START Provided records

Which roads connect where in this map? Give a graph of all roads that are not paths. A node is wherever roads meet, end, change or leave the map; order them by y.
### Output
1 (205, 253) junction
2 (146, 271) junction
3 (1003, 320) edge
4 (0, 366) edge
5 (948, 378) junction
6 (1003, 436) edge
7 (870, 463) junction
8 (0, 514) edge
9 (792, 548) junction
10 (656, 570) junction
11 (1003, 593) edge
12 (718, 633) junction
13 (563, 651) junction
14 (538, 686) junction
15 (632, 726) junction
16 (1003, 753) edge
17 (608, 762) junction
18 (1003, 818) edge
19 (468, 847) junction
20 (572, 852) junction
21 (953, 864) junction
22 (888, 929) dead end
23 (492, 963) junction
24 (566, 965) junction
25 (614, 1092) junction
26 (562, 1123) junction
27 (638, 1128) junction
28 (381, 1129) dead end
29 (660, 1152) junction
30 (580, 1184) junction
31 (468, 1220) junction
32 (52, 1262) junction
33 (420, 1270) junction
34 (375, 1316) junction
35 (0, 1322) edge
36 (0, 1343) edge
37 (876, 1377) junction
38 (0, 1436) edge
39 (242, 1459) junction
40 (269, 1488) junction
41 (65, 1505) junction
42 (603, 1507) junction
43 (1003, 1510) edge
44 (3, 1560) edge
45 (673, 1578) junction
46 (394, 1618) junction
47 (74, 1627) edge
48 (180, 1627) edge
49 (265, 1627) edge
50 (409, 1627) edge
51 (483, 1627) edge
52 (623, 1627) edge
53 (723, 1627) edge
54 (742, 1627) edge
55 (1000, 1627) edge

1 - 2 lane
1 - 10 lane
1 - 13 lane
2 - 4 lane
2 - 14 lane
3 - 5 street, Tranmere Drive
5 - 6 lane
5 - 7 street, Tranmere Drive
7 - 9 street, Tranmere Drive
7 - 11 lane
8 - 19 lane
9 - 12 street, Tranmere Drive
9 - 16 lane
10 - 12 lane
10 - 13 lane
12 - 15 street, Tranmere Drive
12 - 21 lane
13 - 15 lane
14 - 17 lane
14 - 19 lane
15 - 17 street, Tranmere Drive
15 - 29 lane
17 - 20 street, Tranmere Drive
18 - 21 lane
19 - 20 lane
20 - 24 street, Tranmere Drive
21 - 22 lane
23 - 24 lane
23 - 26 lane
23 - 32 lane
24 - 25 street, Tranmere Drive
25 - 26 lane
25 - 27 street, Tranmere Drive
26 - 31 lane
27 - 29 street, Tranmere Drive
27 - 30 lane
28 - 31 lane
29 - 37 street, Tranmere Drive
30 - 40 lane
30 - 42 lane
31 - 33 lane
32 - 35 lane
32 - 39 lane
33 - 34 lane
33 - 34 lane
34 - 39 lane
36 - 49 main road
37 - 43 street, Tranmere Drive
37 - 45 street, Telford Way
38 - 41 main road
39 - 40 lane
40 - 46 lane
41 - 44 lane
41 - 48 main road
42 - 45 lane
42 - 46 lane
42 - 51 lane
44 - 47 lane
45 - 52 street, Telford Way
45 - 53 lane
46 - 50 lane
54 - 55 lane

END Provided records

* What the task requires
I need each line from the listing where the word "Telford" occurs.

* Result of this task
37 - 45 street, Telford Way
45 - 52 street, Telford Way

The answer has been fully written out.